There is no doubt that women are finally no longer tolerating harassment and demanding action. That’s the good news. The bad news is all this news is re-traumatizing people who have been assaulted or harassed.
As someone who has both been harassed and assaulted and as a person who teaches people how to get harassment to stop, I thought I would weigh in on my own experiences and as an educator. Note: Some of this post is graphic. I don’t believe in sugar coating what happened.
I am personally not being re-traumatized as much as remembering painful episodes of my past.
For instance: I was inappropriately touched by Bob Barker at a TV station in a room full of reporters about 10 years before that scandal broke. I reported it. I was believed. It was handled appropriately and he was blacklisted from doing things with animal welfare nonprofits in LA after that.

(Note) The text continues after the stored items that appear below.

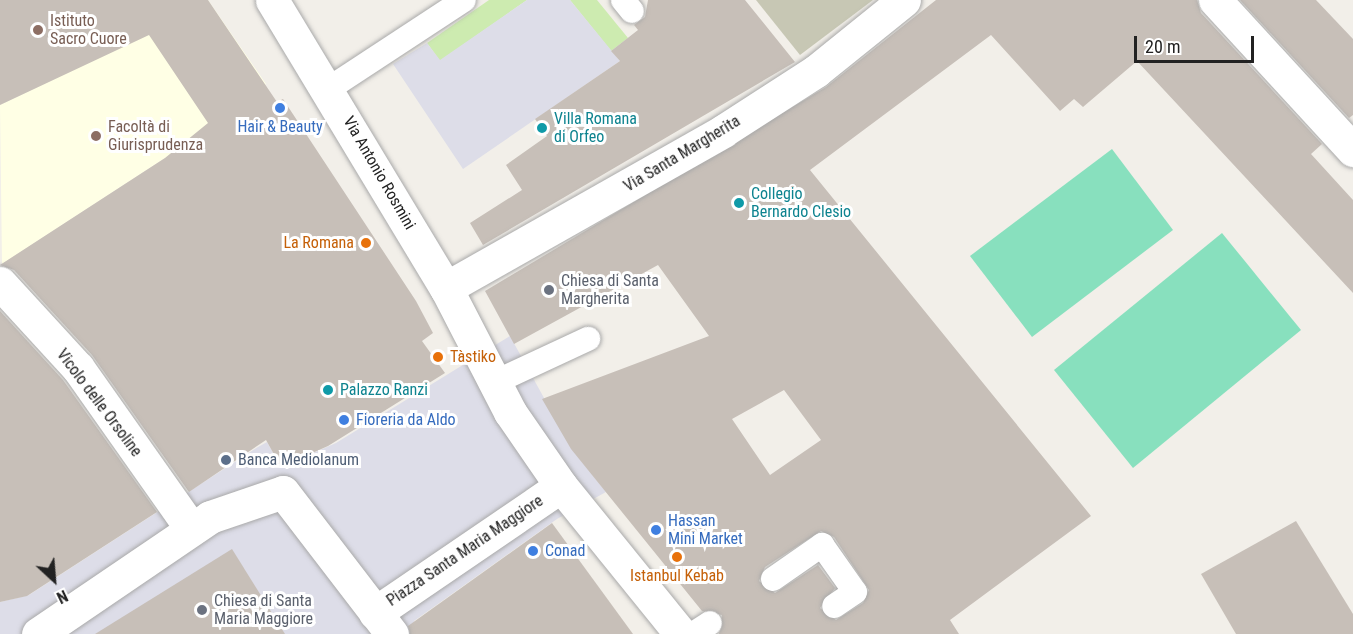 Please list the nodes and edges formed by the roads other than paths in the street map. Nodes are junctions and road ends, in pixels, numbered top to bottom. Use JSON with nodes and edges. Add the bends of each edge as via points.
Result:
{"nodes":[{"id":1,"x":272,"y":0,"type":"edge"},
{"id":2,"x":464,"y":0,"type":"edge"},
{"id":3,"x":904,"y":0,"type":"edge"},
{"id":4,"x":1215,"y":0,"type":"edge"},
{"id":5,"x":330,"y":88,"type":"junction"},
{"id":6,"x":1353,"y":150,"type":"edge"},
{"id":7,"x":0,"y":283,"type":"edge"},
{"id":8,"x":446,"y":288,"type":"junction"},
{"id":9,"x":588,"y":339,"type":"dead end"},
{"id":10,"x":477,"y":352,"type":"joint"},
{"id":11,"x":493,"y":383,"type":"junction"},
{"id":12,"x":570,"y":496,"type":"junction"},
{"id":13,"x":201,"y":522,"type":"junction"},
{"id":14,"x":773,"y":579,"type":"dead end"},
{"id":15,"x":834,"y":606,"type":"dead end"},
{"id":16,"x":383,"y":624,"type":"edge"},
{"id":17,"x":695,"y":630,"type":"edge"},
{"id":18,"x":38,"y":634,"type":"edge"}],
"edges":[{"from":1,"to":5,"type":"street","name":"Via Antonio Rosmini"},
{"from":2,"to":5,"type":"lane"},
{"from":3,"to":8,"type":"street","name":"Via Santa Margherita","via":[[816,71],[716,122]]},
{"from":4,"to":6,"type":"street"},
{"from":5,"to":8,"type":"street","name":"Via Antonio Rosmini"},
{"from":7,"to":13,"type":"street","name":"Vicolo delle Orsoline","via":[[78,368]]},
{"from":8,"to":10,"type":"street","name":"Via Antonio Rosmini"},
{"from":9,"to":11,"type":"lane"},
{"from":10,"to":11,"type":"street","name":"Piazza Santa Maria Maggiore"},
{"from":11,"to":12,"type":"street","name":"Piazza Santa Maria Maggiore"},
{"from":12,"to":16,"type":"street","name":"Piazza Santa Maria Maggiore"},
{"from":12,"to":17,"type":"street"},
{"from":13,"to":16,"type":"street","name":"Piazza Santa Maria Maggiore","via":[[283,492]]},
{"from":13,"to":18,"type":"street","name":"Piazza Santa Maria Maggiore"},
{"from":14,"to":15,"type":"lane","via":[[822,545],[855,592]]}]}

I had a boss who used to lean back in his chair and rub himself through his pants in front of me whenever I would go to talk to him. He only did that to me and not our secretary and not when we had customers. At first I thought maybe he wasn’t aware he was doing it – turns out he was. My position was eliminated 2 weeks after I reported him. I don’t regret reporting him.
I’ve been stalked by a past boyfriend and had to deal with the FBI on that situation.

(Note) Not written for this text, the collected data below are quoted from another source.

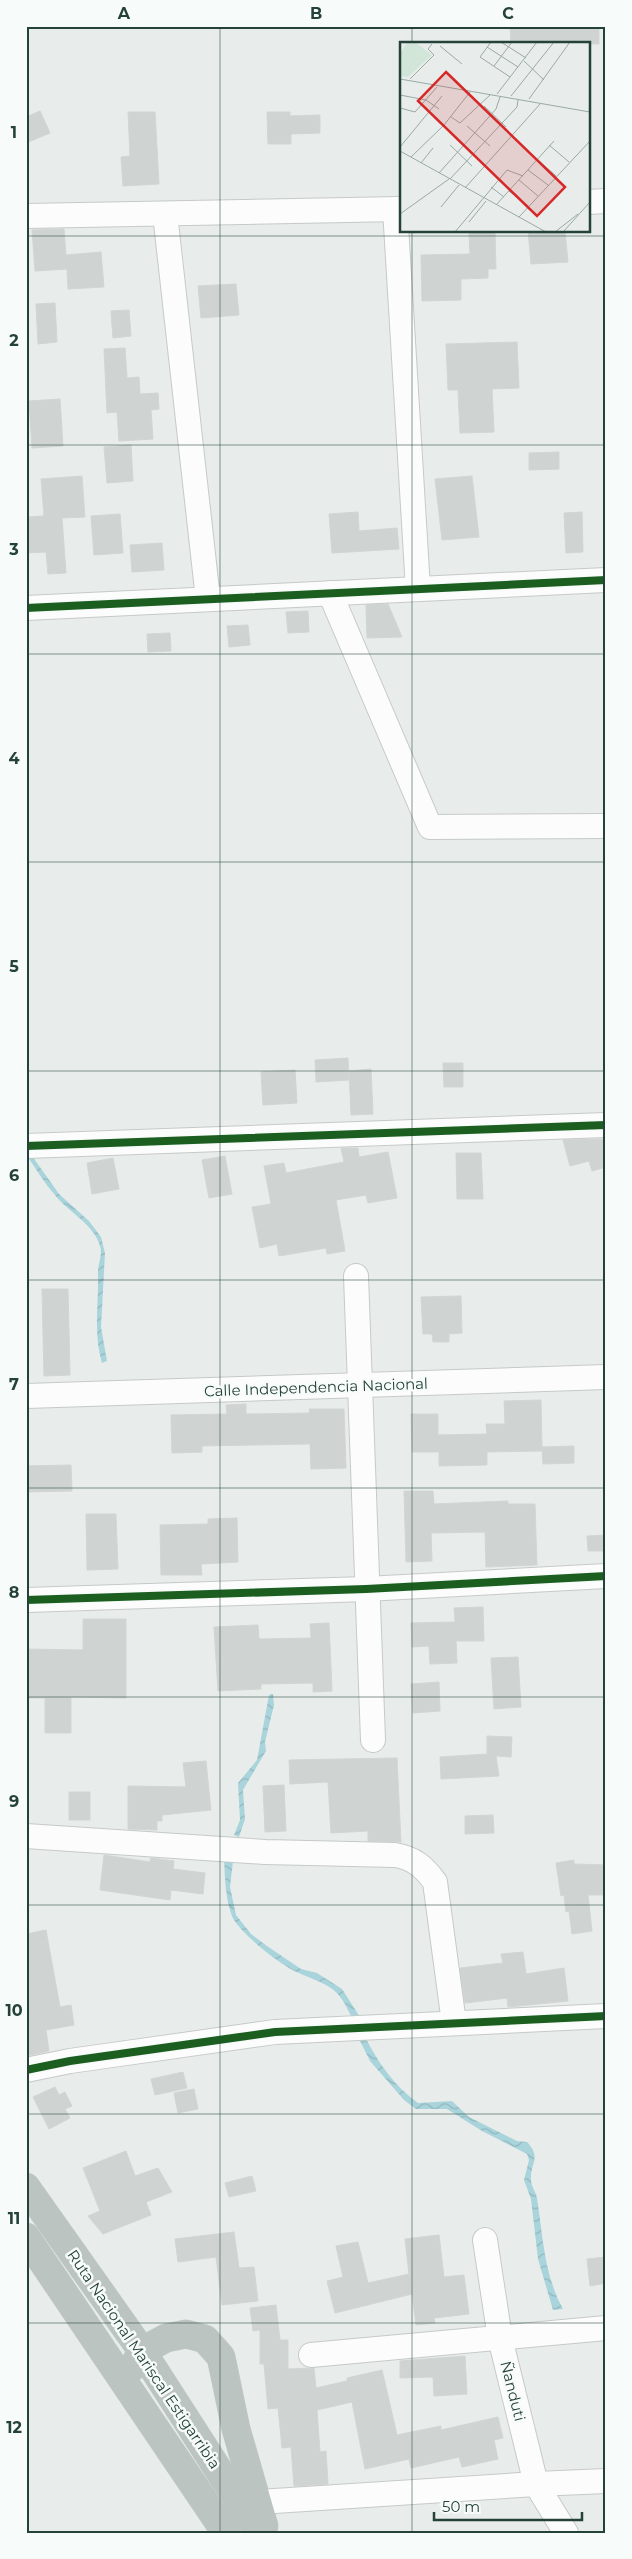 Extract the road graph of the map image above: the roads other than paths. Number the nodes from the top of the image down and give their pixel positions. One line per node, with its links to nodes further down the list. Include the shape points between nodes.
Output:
1 (606, 201): 2 (street)
2 (590, 202)
3 (398, 209): 4 (street); 7 (street)
4 (166, 214): 5 (street); 9 (street)
5 (26, 216)
6 (606, 580): 7 (street)
7 (418, 589): 8 (street)
8 (330, 593): 9 (street); 11 (street, via 430,827)
9 (208, 599): 10 (street)
10 (26, 608)
11 (606, 826)
12 (606, 1125): 13 (street)
13 (26, 1146)
14 (356, 1276): 16 (street)
15 (606, 1377): 16 (street, Calle Independencia Nacional)
16 (360, 1386): 17 (street, Calle Independencia Nacional); 19 (street)
17 (26, 1396)
18 (606, 1576): 19 (street)
19 (366, 1589): 20 (street); 21 (street)
20 (26, 1600)
21 (373, 1740)
22 (26, 1836): 24 (street, via 265,1852 395,1854 408,1857 419,1863 435,1882)
23 (606, 2016): 24 (street)
24 (454, 2023): 25 (street, via 275,2032)
25 (26, 2070)
26 (26, 2187): 31 (highway, Ruta Nacional Mariscal Estigarribia)
27 (26, 2237): 33 (highway, Ruta Nacional Mariscal Estigarribia)
28 (485, 2240): 30 (street, Ñanduti)
29 (606, 2328): 30 (street)
30 (500, 2338): 32 (street); 35 (street, Ñanduti)
31 (142, 2351): 33 (highway); 36 (highway, via 166,2338 186,2334 206,2339 221,2357 236,2430); 38 (highway, Ruta Nacional Mariscal Estigarribia)
32 (311, 2355)
33 (125, 2380): 37 (highway, Ruta Nacional Mariscal Estigarribia)
34 (606, 2482): 35 (street)
35 (536, 2484): 36 (street); 40 (street, Ñanduti)
36 (259, 2502): 39 (highway)
37 (226, 2533)
38 (259, 2533)
39 (266, 2533)
40 (566, 2533)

I survived an attempted rape by an employee of a firm I was interviewing with. I didn’t go to subsequent interviews and when I told the owner a few years later what had happened he was horrified and wished I had told him immediately because that explained why he would lose female customers. It was negatively effecting his business as people like me who could hire him – wouldn’t. But he also didn’t fire the guy upon learning this.
The current news isn’t traumatizing me. But keep in mind that I’ve had therapy for PTSD as a result of the stalking incident. The coping techniques I learned may be helping me now not be triggered by PTSD. However, it is upsetting me greatly. And I do spend time crying – out of guilt that I didn’t do more in my situations to protect other women.
What this is doing is making me remember things that happened and reconsider how I handled it. In most cases, I regret not reporting more or making a bigger stink than I did. At the time I didn’t make a bigger stink because I didn’t want to deal with whatever it was. I just wanted to get away and get on with my life. The problem is because I didn’t make a big stink, other women were victimized. In every single case.
There was guy who asked me to dance at a club in Hawaii. He told me his name, told me he was an army captain, grabbed my arm and started dragging me to the door. I knew if he got me out of the club – he would rape me. I escaped, but didn’t report him. I was a regular at this club in Hawaii. Friends with all the bartenders. And still, didn’t report it. I told my girlfriends. I have no doubt that other women were raped by this man because of my inaction. Same with the guy who attempted to rape me as part of a job interview. He clearly had other victims.
Same with Bob Barker – he had other victims. I wonder what would have happened if I had turned around and slapped him in front of all those reporters. Would what he had been doing come to light sooner and more women been protected had I acted slightly differently? In the Bob Barker case – I reported him immediately upon reaching safety. I was believed and supported and would have been if I had slapped him in the newsroom. But my instinct was self-preservation. Same with the guy in the bar dragging me to the door. Self-preservation. Same with the attempted interview rape. Self-preservation prevented me from telling his boss. I didn’t know if his boss was part of the scam. This guy had contacted me in a professional capacity.
I am not having PTSD triggered. I am dealing with a tremendous amount of guilt that I should have done more to protect the women who inevitably came after me. I just didn’t think of them at the time. I knew they existed, because how could they not. But at the same time, my mental health was more important than them. And I think now that was a mistake.
I teach adults and kids how to use behavioral science techniques to stop bullies. (See my book The Bully Vaccine or any of my online courses.) To get kids to do this – you must convince them, not to do it for themselves, but to protect other kids who are also being victimized. I tell them to look around – see the other kids – because there are always other victims. Once kids get that – they become fearless. They won’t always act to protect themselves, but they will almost always act to protect others.
We women – need to do the same. We need to realize that what happened to us wasn’t about us. It is about the fact a predator is on the loose and needs to be stopped because if he isn’t, others will be victimized, just like us. There are always other victims. People hearing these reports need to take them seriously and treat them as the violent crime they really are.
Anita Hill recently wrote an essay asking the question: what if we treated this like embezzlement or any other type of crime? We would respond to reports of harassment and assault differently if we thought of them as actual crimes. We need to start doing that. If I had my purse stolen (and I have) I would report it and try to make sure those criminals were locked up so they couldn’t steal from anyone else. We need to have the same approach to sexual predators. Both as victims and as people hearing about the assaults.
I think the main reason why people are saying me too and naming names – is exactly because of this. If we don’t name names, other people will be victimized! I don’t want to live with this guilt anymore. The only way out is to name names and start making much bigger stinks when we encounter predators.